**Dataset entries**
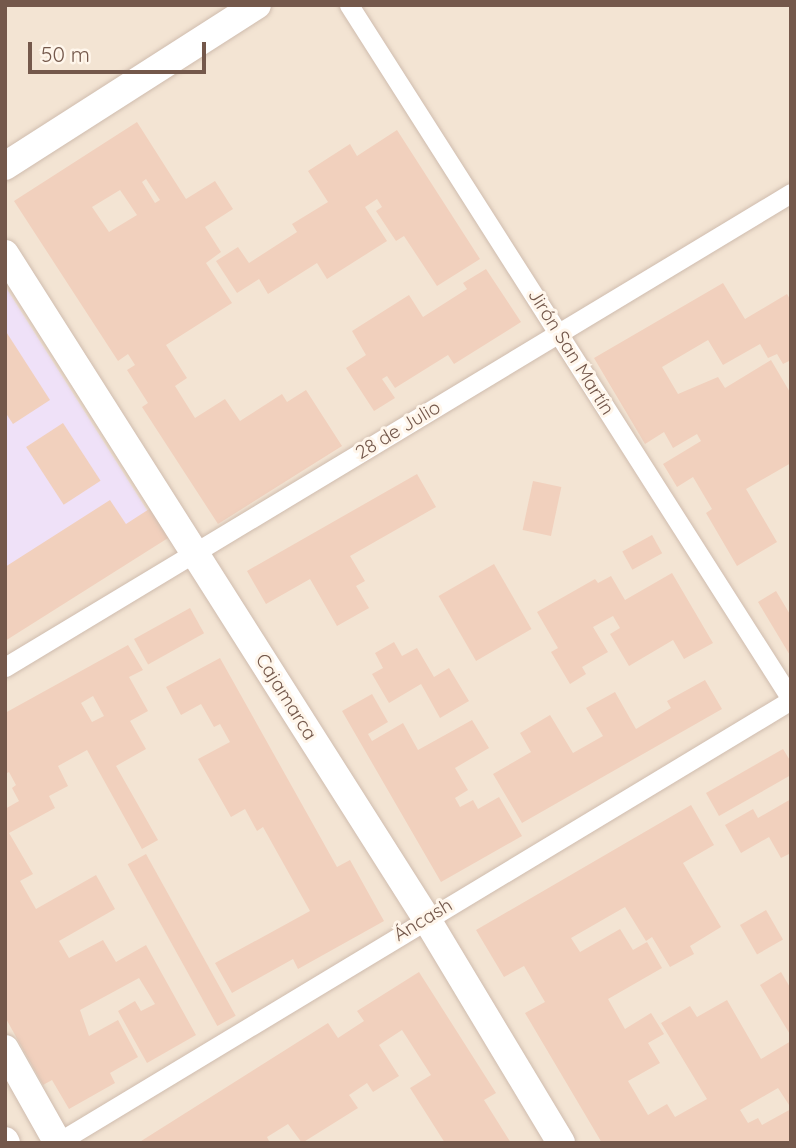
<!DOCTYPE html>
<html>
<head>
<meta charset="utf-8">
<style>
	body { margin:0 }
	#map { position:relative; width:796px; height:1148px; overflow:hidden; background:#fcf2e5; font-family:Quicksand,sans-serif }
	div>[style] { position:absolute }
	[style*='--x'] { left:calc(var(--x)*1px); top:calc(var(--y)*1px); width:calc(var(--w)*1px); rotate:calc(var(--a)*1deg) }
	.residential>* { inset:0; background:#f3e4d3; transform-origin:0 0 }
	.education>* { inset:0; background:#efe1f8 }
	.building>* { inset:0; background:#f1d0bd; transform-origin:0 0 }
	.roads { filter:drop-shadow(0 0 2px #cfbcae) drop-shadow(0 0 2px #cfbcae) }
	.street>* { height:19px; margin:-9.5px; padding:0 9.5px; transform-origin:9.5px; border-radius:9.5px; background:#fff }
	.secondary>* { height:28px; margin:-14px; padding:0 14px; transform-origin:14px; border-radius:14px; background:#fff }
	span { translate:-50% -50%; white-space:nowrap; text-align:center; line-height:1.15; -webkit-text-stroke:6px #fff6eb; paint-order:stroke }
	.street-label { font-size:19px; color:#74584b }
	.frame { position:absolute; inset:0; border:7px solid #74584b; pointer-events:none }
	.scale { position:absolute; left:28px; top:42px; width:178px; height:32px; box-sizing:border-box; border:4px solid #74584b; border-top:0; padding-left:9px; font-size:21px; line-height:24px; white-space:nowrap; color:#74584b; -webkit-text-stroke:5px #fff6eb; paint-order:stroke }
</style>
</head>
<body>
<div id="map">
	<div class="residential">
		<div style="left:5px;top:5px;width:786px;height:1138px"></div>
	</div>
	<div class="education">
		<div style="clip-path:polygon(5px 286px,159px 529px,5px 621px)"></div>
	</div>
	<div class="building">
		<div style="clip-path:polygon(evenodd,137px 122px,186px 199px,215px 181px,233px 209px,205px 227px,221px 252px,206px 263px,232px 303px,166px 345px,187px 378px,175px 386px,195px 418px,225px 399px,240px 421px,282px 394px,287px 402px,306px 390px,342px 446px,218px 524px,142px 407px,148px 403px,127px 370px,135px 365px,128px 354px,118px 361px,14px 201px,137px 122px,146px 179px,160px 200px,155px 203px,142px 182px,146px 179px,137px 122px,120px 190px,137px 215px,109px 232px,92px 207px,120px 190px)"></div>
		<div style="clip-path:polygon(397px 130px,480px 259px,437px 286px,404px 236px,396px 241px,376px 211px,382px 207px,377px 199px,365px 207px,387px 241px,327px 279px,317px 263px,268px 294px,259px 279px,237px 293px,216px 261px,238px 247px,249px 263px,297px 232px,292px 224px,328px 202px,308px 171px,350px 144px,357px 156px)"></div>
		<div style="clip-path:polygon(486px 269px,521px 322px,454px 364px,448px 355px,395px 388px,387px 376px,382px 379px,395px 398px,374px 411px,346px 368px,366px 355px,352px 331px,409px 295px,423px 317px,467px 289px,463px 283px)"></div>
		<div style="clip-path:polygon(723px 283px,745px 319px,787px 294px,791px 301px,791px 360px,783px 364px,777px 354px,768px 358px,760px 344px,723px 365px,708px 340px,662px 367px,678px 394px,718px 377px,725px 388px,771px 360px,791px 394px,791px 463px,746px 489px,777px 542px,737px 566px,706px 513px,712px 509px,693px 477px,677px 487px,663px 464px,701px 441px,697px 434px,673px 448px,664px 432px,645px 444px,594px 358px)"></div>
		<div style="clip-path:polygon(5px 330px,50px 400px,13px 424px,5px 412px)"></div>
		<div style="left:63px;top:423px;width:69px;height:44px;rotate:57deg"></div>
		<div style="clip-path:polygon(417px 474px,436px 507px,350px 556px,365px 581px,356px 586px,369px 608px,337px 626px,310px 579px,266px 604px,247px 571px)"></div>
		<div style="left:533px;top:481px;width:29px;height:50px;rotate:12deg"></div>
		<div style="clip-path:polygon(110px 500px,126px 524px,157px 504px,176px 533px,5px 641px,5px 567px)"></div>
		<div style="left:652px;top:535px;width:21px;height:34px;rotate:61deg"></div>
		<div style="left:494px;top:564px;width:75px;height:64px;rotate:60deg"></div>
		<div style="clip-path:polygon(672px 573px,713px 643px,684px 659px,673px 640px,629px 666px,610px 634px,620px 628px,613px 616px,593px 627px,608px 652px,582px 667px,586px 674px,570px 684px,551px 652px,558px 648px,537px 612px,595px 579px,598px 583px,611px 576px,625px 600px)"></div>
		<div style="clip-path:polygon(776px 591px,791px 616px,791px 657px,758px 602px)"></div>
		<div style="left:190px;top:608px;width:29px;height:64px;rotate:61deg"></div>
		<div style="clip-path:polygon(394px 642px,402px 656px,417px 648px,434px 677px,449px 668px,469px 701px,440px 718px,421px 684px,389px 703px,372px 674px,383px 668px,375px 653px)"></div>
		<div style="clip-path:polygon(evenodd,128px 645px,143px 670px,129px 677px,148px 711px,130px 721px,146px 749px,116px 766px,158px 840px,142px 849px,87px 750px,58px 766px,68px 786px,49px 796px,55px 808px,9px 833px,33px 874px,20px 881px,36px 909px,96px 875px,115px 909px,59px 941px,69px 958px,103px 940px,116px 962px,146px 945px,196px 1035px,147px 1063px,118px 1011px,135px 1001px,141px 1011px,155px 1004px,139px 978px,80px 1010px,89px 1036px,118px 1020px,138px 1057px,110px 1073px,115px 1083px,69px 1109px,52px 1080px,43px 1085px,5px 1017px,5px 809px,19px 801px,12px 788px,16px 785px,9px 772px,5px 774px,5px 713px,128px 645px,93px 696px,104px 716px,92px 722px,81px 703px,93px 696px)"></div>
		<div style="clip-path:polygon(220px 658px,337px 867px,350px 860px,384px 921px,298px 969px,293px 959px,232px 993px,215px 963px,310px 911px,263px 827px,257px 831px,245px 809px,231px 817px,198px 759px,230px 742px,220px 724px,214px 727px,201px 704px,181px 715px,166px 687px)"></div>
		<div style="clip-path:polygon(705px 680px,722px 709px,522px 823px,493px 774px,531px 752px,520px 733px,550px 715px,573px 753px,603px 736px,586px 708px,615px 692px,636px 729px,671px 708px,667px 701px)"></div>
		<div style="clip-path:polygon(372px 694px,388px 722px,368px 734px,372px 741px,403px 723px,418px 750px,472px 720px,489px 748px,455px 768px,468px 790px,455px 798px,460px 807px,473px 800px,478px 809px,499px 797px,522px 836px,441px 882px,342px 711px)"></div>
		<div style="clip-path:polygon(783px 749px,791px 762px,791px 775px,719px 816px,706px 793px)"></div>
		<div style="clip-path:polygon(791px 799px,791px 853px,781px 858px,769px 837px,741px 853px,725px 825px,753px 809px,758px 818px)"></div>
		<div style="clip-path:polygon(691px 805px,714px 845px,683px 863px,721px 927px,690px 946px,694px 954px,670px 967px,652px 937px,646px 941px,625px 907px,571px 938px,580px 952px,620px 929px,633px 950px,647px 942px,662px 968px,608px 999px,625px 1029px,651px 1013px,664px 1034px,648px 1043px,660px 1063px,628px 1081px,648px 1115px,667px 1104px,675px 1117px,707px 1099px,661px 1023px,690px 1006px,697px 1017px,727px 1000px,761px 1059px,791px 1041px,791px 1108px,778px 1088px,740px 1110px,748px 1123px,758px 1118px,762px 1125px,791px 1109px,791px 1143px,602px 1143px,525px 1013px,545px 1002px,524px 966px,504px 977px,476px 930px)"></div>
		<div style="left:146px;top:854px;width:185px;height:21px;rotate:61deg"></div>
		<div style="left:766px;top:910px;width:34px;height:30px;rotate:60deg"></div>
		<div style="clip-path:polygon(419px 972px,496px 1093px,484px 1100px,511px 1143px,445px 1143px,410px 1088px,431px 1075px,402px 1030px,379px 1045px,399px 1076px,373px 1092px,367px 1083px,349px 1095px,358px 1108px,302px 1143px,288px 1124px,267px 1137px,270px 1143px,138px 1143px,328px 1023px,338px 1038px,364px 1021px,357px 1011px)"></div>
		<div style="clip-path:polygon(781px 972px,791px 989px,791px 1036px,760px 985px)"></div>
	</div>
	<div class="roads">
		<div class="street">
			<div style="--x:349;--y:5;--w:823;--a:57.51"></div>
			<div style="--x:5;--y:667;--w:918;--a:-31.09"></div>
			<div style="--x:57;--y:1143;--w:857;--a:-31.11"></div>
		</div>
		<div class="secondary">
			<div style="--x:5;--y:166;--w:299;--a:-32.6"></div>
			<div style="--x:5;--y:254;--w:786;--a:57.62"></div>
			<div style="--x:426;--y:918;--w:262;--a:59"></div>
			<div style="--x:5;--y:1049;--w:108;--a:60.6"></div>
			<div style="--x:5;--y:1141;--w:2;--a:63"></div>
		</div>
	</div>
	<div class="street-label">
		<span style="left:571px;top:352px;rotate:58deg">Jirón San Martín</span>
		<span style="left:398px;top:430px;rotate:-31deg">28 de Julio</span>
		<span style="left:286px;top:697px;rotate:58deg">Cajamarca</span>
		<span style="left:423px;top:920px;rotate:-31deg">Áncash</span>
	</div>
	<div class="frame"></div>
	<div class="scale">50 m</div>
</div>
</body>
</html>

**Problem requirements**
In the entries above, find the line that contains "filter:drop-shadow(0 0 2px", then repeat exactly every line from the first one through that line, with no pictures.

**Solution to this task**
<!DOCTYPE html>
<html>
<head>
<meta charset="utf-8">
<style>
	body { margin:0 }
	#map { position:relative; width:796px; height:1148px; overflow:hidden; background:#fcf2e5; font-family:Quicksand,sans-serif }
	div>[style] { position:absolute }
	[style*='--x'] { left:calc(var(--x)*1px); top:calc(var(--y)*1px); width:calc(var(--w)*1px); rotate:calc(var(--a)*1deg) }
	.residential>* { inset:0; background:#f3e4d3; transform-origin:0 0 }
	.education>* { inset:0; background:#efe1f8 }
	.building>* { inset:0; background:#f1d0bd; transform-origin:0 0 }
	.roads { filter:drop-shadow(0 0 2px #cfbcae) drop-shadow(0 0 2px #cfbcae) }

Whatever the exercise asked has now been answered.